**** Materials provided
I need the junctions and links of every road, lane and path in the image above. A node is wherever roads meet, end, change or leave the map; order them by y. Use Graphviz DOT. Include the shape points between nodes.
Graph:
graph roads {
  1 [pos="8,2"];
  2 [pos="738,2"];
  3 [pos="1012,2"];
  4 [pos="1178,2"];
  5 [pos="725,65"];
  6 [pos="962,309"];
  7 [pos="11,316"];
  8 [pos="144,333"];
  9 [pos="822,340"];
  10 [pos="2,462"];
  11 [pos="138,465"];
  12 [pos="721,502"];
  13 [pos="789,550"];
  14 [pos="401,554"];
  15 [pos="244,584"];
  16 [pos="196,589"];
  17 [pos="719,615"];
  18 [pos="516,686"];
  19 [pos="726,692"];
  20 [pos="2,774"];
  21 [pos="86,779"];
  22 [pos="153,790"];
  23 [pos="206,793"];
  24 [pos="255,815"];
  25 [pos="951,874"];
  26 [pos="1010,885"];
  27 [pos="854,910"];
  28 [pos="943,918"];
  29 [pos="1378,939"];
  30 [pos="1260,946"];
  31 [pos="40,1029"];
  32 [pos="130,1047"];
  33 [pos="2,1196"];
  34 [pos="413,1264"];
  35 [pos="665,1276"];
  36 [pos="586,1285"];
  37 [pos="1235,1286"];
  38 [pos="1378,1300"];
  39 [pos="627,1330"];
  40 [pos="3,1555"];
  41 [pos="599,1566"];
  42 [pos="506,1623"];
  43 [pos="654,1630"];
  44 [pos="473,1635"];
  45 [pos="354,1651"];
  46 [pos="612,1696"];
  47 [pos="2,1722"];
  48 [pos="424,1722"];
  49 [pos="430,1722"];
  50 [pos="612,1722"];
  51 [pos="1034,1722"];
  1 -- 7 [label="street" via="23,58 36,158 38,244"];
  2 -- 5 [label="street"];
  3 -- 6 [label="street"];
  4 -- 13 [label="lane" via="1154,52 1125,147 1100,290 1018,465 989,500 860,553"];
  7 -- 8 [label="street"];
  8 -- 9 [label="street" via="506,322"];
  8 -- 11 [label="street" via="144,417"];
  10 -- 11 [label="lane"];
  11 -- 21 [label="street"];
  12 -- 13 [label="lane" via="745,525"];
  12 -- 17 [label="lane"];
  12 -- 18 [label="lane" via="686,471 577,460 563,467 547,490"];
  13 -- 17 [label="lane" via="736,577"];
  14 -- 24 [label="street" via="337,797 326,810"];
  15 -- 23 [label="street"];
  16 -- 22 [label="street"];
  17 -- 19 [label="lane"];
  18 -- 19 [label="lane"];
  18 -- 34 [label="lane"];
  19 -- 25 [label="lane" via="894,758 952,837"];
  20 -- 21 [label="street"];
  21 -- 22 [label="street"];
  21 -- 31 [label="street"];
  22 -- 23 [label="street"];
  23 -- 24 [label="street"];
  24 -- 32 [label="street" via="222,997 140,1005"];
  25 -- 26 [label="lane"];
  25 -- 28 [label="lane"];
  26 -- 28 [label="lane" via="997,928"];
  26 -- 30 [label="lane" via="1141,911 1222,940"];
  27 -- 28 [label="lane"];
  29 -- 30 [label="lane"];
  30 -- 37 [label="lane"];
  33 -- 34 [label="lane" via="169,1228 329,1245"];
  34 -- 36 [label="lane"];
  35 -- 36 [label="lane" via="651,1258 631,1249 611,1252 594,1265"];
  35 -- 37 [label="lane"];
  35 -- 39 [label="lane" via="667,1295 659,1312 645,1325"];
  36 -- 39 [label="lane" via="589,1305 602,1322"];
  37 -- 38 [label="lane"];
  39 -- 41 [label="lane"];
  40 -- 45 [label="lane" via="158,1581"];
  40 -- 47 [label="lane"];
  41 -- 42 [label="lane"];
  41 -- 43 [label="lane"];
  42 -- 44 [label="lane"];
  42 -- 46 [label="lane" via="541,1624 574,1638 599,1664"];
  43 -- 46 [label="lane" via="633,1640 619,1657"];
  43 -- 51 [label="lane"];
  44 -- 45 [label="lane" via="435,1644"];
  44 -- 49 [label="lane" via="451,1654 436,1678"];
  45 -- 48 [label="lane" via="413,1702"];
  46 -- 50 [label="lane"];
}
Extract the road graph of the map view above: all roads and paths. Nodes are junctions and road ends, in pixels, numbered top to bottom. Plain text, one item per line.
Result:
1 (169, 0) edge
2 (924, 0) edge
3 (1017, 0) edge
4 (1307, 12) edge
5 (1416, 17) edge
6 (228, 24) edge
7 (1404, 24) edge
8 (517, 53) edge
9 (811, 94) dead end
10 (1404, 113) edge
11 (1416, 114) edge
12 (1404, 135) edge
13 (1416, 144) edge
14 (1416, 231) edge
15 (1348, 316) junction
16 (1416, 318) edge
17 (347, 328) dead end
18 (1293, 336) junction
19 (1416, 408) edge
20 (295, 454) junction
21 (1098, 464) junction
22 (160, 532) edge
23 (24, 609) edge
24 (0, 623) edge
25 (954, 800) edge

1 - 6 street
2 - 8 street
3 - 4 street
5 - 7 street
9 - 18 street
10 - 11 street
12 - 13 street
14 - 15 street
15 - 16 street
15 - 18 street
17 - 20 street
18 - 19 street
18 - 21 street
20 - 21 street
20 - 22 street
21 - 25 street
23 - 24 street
********
• Exercise description:
Once you have read the entries, write them all out again exactly.

• Exercise output:
I need the junctions and links of every road, lane and path in the image above. A node is wherever roads meet, end, change or leave the map; order them by y. Use Graphviz DOT. Include the shape points between nodes.
Graph:
graph roads {
  1 [pos="8,2"];
  2 [pos="738,2"];
  3 [pos="1012,2"];
  4 [pos="1178,2"];
  5 [pos="725,65"];
  6 [pos="962,309"];
  7 [pos="11,316"];
  8 [pos="144,333"];
  9 [pos="822,340"];
  10 [pos="2,462"];
  11 [pos="138,465"];
  12 [pos="721,502"];
  13 [pos="789,550"];
  14 [pos="401,554"];
  15 [pos="244,584"];
  16 [pos="196,589"];
  17 [pos="719,615"];
  18 [pos="516,686"];
  19 [pos="726,692"];
  20 [pos="2,774"];
  21 [pos="86,779"];
  22 [pos="153,790"];
  23 [pos="206,793"];
  24 [pos="255,815"];
  25 [pos="951,874"];
  26 [pos="1010,885"];
  27 [pos="854,910"];
  28 [pos="943,918"];
  29 [pos="1378,939"];
  30 [pos="1260,946"];
  31 [pos="40,1029"];
  32 [pos="130,1047"];
  33 [pos="2,1196"];
  34 [pos="413,1264"];
  35 [pos="665,1276"];
  36 [pos="586,1285"];
  37 [pos="1235,1286"];
  38 [pos="1378,1300"];
  39 [pos="627,1330"];
  40 [pos="3,1555"];
  41 [pos="599,1566"];
  42 [pos="506,1623"];
  43 [pos="654,1630"];
  44 [pos="473,1635"];
  45 [pos="354,1651"];
  46 [pos="612,1696"];
  47 [pos="2,1722"];
  48 [pos="424,1722"];
  49 [pos="430,1722"];
  50 [pos="612,1722"];
  51 [pos="1034,1722"];
  1 -- 7 [label="street" via="23,58 36,158 38,244"];
  2 -- 5 [label="street"];
  3 -- 6 [label="street"];
  4 -- 13 [label="lane" via="1154,52 1125,147 1100,290 1018,465 989,500 860,553"];
  7 -- 8 [label="street"];
  8 -- 9 [label="street" via="506,322"];
  8 -- 11 [label="street" via="144,417"];
  10 -- 11 [label="lane"];
  11 -- 21 [label="street"];
  12 -- 13 [label="lane" via="745,525"];
  12 -- 17 [label="lane"];
  12 -- 18 [label="lane" via="686,471 577,460 563,467 547,490"];
  13 -- 17 [label="lane" via="736,577"];
  14 -- 24 [label="street" via="337,797 326,810"];
  15 -- 23 [label="street"];
  16 -- 22 [label="street"];
  17 -- 19 [label="lane"];
  18 -- 19 [label="lane"];
  18 -- 34 [label="lane"];
  19 -- 25 [label="lane" via="894,758 952,837"];
  20 -- 21 [label="street"];
  21 -- 22 [label="street"];
  21 -- 31 [label="street"];
  22 -- 23 [label="street"];
  23 -- 24 [label="street"];
  24 -- 32 [label="street" via="222,997 140,1005"];
  25 -- 26 [label="lane"];
  25 -- 28 [label="lane"];
  26 -- 28 [label="lane" via="997,928"];
  26 -- 30 [label="lane" via="1141,911 1222,940"];
  27 -- 28 [label="lane"];
  29 -- 30 [label="lane"];
  30 -- 37 [label="lane"];
  33 -- 34 [label="lane" via="169,1228 329,1245"];
  34 -- 36 [label="lane"];
  35 -- 36 [label="lane" via="651,1258 631,1249 611,1252 594,1265"];
  35 -- 37 [label="lane"];
  35 -- 39 [label="lane" via="667,1295 659,1312 645,1325"];
  36 -- 39 [label="lane" via="589,1305 602,1322"];
  37 -- 38 [label="lane"];
  39 -- 41 [label="lane"];
  40 -- 45 [label="lane" via="158,1581"];
  40 -- 47 [label="lane"];
  41 -- 42 [label="lane"];
  41 -- 43 [label="lane"];
  42 -- 44 [label="lane"];
  42 -- 46 [label="lane" via="541,1624 574,1638 599,1664"];
  43 -- 46 [label="lane" via="633,1640 619,1657"];
  43 -- 51 [label="lane"];
  44 -- 45 [label="lane" via="435,1644"];
  44 -- 49 [label="lane" via="451,1654 436,1678"];
  45 -- 48 [label="lane" via="413,1702"];
  46 -- 50 [label="lane"];
}
Extract the road graph of the map view above: all roads and paths. Nodes are junctions and road ends, in pixels, numbered top to bottom. Plain text, one item per line.
Result:
1 (169, 0) edge
2 (924, 0) edge
3 (1017, 0) edge
4 (1307, 12) edge
5 (1416, 17) edge
6 (228, 24) edge
7 (1404, 24) edge
8 (517, 53) edge
9 (811, 94) dead end
10 (1404, 113) edge
11 (1416, 114) edge
12 (1404, 135) edge
13 (1416, 144) edge
14 (1416, 231) edge
15 (1348, 316) junction
16 (1416, 318) edge
17 (347, 328) dead end
18 (1293, 336) junction
19 (1416, 408) edge
20 (295, 454) junction
21 (1098, 464) junction
22 (160, 532) edge
23 (24, 609) edge
24 (0, 623) edge
25 (954, 800) edge

1 - 6 street
2 - 8 street
3 - 4 street
5 - 7 street
9 - 18 street
10 - 11 street
12 - 13 street
14 - 15 street
15 - 16 street
15 - 18 street
17 - 20 street
18 - 19 street
18 - 21 street
20 - 21 street
20 - 22 street
21 - 25 street
23 - 24 street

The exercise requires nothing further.